## Activity
This exercise calls for copying every line below that holds the word "main".

== Provided data

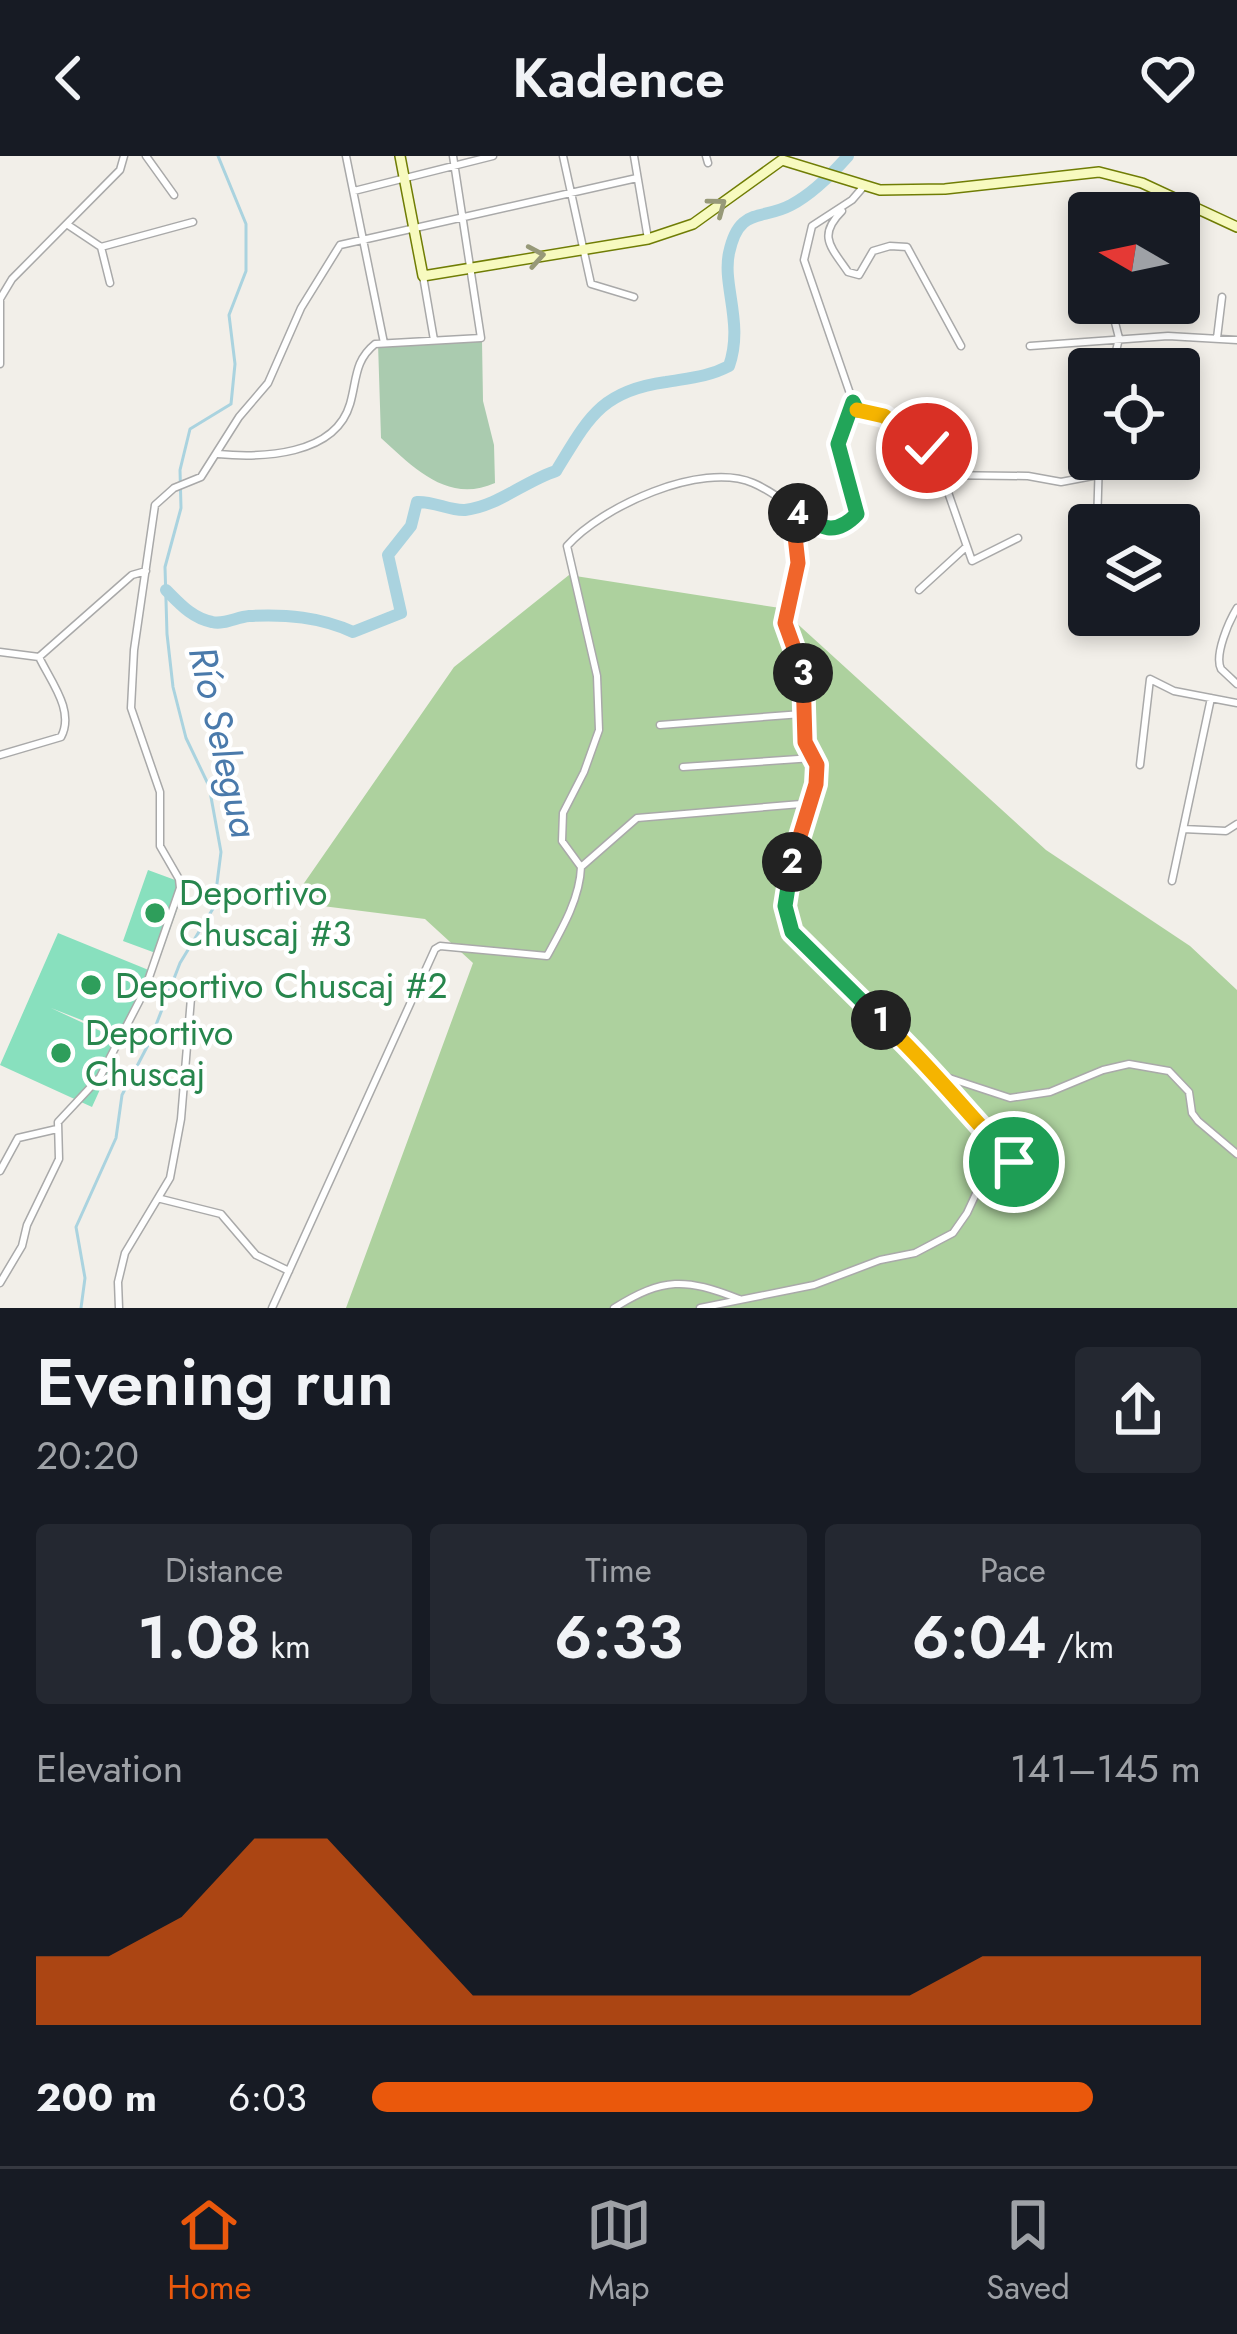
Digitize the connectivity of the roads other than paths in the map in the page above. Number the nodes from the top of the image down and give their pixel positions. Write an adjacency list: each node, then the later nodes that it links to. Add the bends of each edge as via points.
1 (124, 156): 19 (street)
2 (146, 156): 15 (street)
3 (346, 156): 13 (street)
4 (400, 156): 10 (main road)
5 (493, 156): 9 (street)
6 (563, 156): 14 (street)
7 (634, 156): 11 (street)
8 (782, 158): 12 (main road); 23 (main road, one-way to 8, via 693,224)
9 (454, 161): 10 (street); 17 (street)
10 (404, 178): 13 (street); 20 (main road)
11 (637, 178): 14 (street); 23 (street)
12 (860, 185): 16 (street); 21 (main road, via 945,189 1099,172)
13 (354, 191): 22 (street)
14 (573, 192): 17 (street); 25 (street)
15 (174, 195)
16 (852, 200): 38 (street, via 826,235 848,272 859,275 873,251 907,247); 42 (street, via 812,226 804,260)
17 (464, 214): 20 (street); 26 (street)
18 (193, 221): 24 (street)
19 (68, 225): 24 (street); 30 (street)
20 (413, 226): 22 (street); 27 (main road)
21 (1237, 227)
22 (363, 237): 37 (street); 43 (street, via 330,256 268,383)
23 (648, 239): 25 (main road)
24 (101, 247): 28 (street)
25 (584, 248): 26 (main road, one-way to 25); 31 (street, via 591,284)
26 (472, 267): 27 (main road); 35 (street, via 481,338)
27 (424, 275): 35 (street)
28 (110, 283)
29 (1222, 297): 34 (street)
30 (0, 298): 41 (street)
31 (634, 298)
32 (1115, 324): 33 (street)
33 (1119, 338): 34 (street); 39 (street); 40 (street)
34 (1217, 338): 36 (street)
35 (434, 340): 37 (street)
36 (1237, 340)
37 (384, 343): 43 (street, via 358,362 350,407 331,432 270,456)
38 (961, 346)
39 (1030, 346)
40 (1117, 348)
41 (0, 364)
42 (853, 402): 44 (street, via 927,448); 46 (street, via 838,444 857,514 823,529)
43 (218, 454): 49 (street, via 201,477 155,506)
44 (943, 477): 45 (street); 48 (street)
45 (1071, 480)
46 (783, 503): 57 (street, via 798,550 785,623 804,677); 66 (street, via 752,482 672,484 598,516 567,546 598,676 598,730 560,828)
47 (1018, 538): 48 (street, via 975,562)
48 (966, 547): 50 (street)
49 (146, 571): 53 (street); 70 (street, via 131,708 160,792 160,846 180,888 144,992 100,1077)
50 (919, 590)
51 (1237, 608): 54 (street, via 1219,662)
52 (0, 652): 53 (street)
53 (39, 657): 59 (street, via 66,727 61,737)
54 (1237, 684)
55 (1211, 698): 56 (street); 61 (street, via 1150,679); 65 (street)
56 (1237, 703)
57 (802, 714): 58 (street); 60 (street)
58 (660, 725)
59 (0, 754)
60 (813, 758): 62 (street); 63 (street)
61 (1140, 765)
62 (683, 767)
63 (813, 803): 66 (street, via 637,818); 69 (street, via 787,875 792,932)
64 (1237, 824): 65 (street)
65 (1183, 830): 67 (street)
66 (581, 867): 74 (street, via 547,956 435,949)
67 (1172, 881)
68 (191, 998): 73 (street, via 181,1119)
69 (937, 1075): 71 (street, via 1010,1098 1129,1064 1169,1071 1189,1091 1198,1121); 76 (street, via 1013,1159 1013,1170 980,1185 952,1233 915,1253)
70 (56, 1129): 72 (street, via 18,1138); 75 (street, via 59,1159)
71 (1237, 1154)
72 (0, 1171)
73 (161, 1199): 74 (street, via 221,1214 256,1255); 77 (street, via 125,1253)
74 (289, 1270): 78 (street)
75 (0, 1283)
76 (740, 1299): 79 (street, via 673,1282); 80 (street)
77 (119, 1308)
78 (272, 1308)
79 (614, 1308)
80 (700, 1308)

====

## Output of the exercise
4 (400, 156): 10 (main road)
8 (782, 158): 12 (main road); 23 (main road, one-way to 8, via 693,224)
10 (404, 178): 13 (street); 20 (main road)
12 (860, 185): 16 (street); 21 (main road, via 945,189 1099,172)
20 (413, 226): 22 (street); 27 (main road)
23 (648, 239): 25 (main road)
25 (584, 248): 26 (main road, one-way to 25); 31 (street, via 591,284)
26 (472, 267): 27 (main road); 35 (street, via 481,338)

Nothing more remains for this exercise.